The successful implementation of this alternative treatment strategy underlines the significance of flexibility and adaptability in managing tropical diseases in non-endemic areas. It serves as an affirmation of the fact that physicians’ deep understanding of varied therapeutic modalities can facilitate successful patient outcomes, even amidst resource constraints.
In essence, this case demonstrates the pertinence of a multifaceted approach to managing tropical diseases in non-endemic regions, which involves thorough diagnosis, unconventional but effective treatment strategies, and constant monitoring of the patient’s progress. It also underscores the necessity of increasing awareness and education among healthcare professionals about such diseases.
Conclusion
In conclusion, this case illustrates the diagnostic and therapeutic complexities involved in managing tropical diseases, like amoebiasis, in non-endemic regions. It calls for healthcare professionals to maintain a high level of clinical vigilance for tropical diseases, particularly in patients with pertinent travel or residential histories. The application of unconventional yet effective treatment strategies underscores the necessity for flexibility and adaptability in managing such conditions. Ultimately, this case contributes to a wider understanding of tropical diseases in non-endemic areas, offering invaluable insights for future similar presentations. The significance of global collaboration, education, and knowledge-sharing among healthcare professionals is paramount to effectively manage tropical diseases, particularly in non-endemic regions where expertise may be limited.

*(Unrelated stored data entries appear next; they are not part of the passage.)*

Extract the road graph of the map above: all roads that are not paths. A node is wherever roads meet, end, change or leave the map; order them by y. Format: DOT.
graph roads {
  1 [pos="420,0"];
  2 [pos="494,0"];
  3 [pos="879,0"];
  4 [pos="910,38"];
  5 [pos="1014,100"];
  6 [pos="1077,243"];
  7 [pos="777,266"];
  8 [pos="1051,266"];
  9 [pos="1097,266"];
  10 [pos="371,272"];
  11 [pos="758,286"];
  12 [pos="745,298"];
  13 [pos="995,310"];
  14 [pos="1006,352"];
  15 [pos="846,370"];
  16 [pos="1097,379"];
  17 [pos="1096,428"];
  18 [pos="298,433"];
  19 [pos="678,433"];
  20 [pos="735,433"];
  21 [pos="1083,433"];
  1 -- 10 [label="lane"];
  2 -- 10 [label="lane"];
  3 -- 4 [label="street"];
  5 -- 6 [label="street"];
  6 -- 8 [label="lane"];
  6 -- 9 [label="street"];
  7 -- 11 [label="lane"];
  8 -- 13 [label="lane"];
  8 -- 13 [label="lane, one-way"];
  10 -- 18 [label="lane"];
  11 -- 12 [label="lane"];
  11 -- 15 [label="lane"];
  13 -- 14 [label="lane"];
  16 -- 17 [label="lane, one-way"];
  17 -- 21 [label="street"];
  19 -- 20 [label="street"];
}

Ethics Approval and Consent to Participate
Ethics approval was not required. Institutional approval to publish the case details was obtained.
Consent for Publication
Patient’s written, informed consent for publication included case details as well as publication of images.
Funding
There is no funding to report.
Disclosure
Dr Miłosz Parczewski reports personal fees from ViiV/GSK, Gilead, Janssen, and MSD, outside the submitted work. The authors report no other conflicts of interest in this work.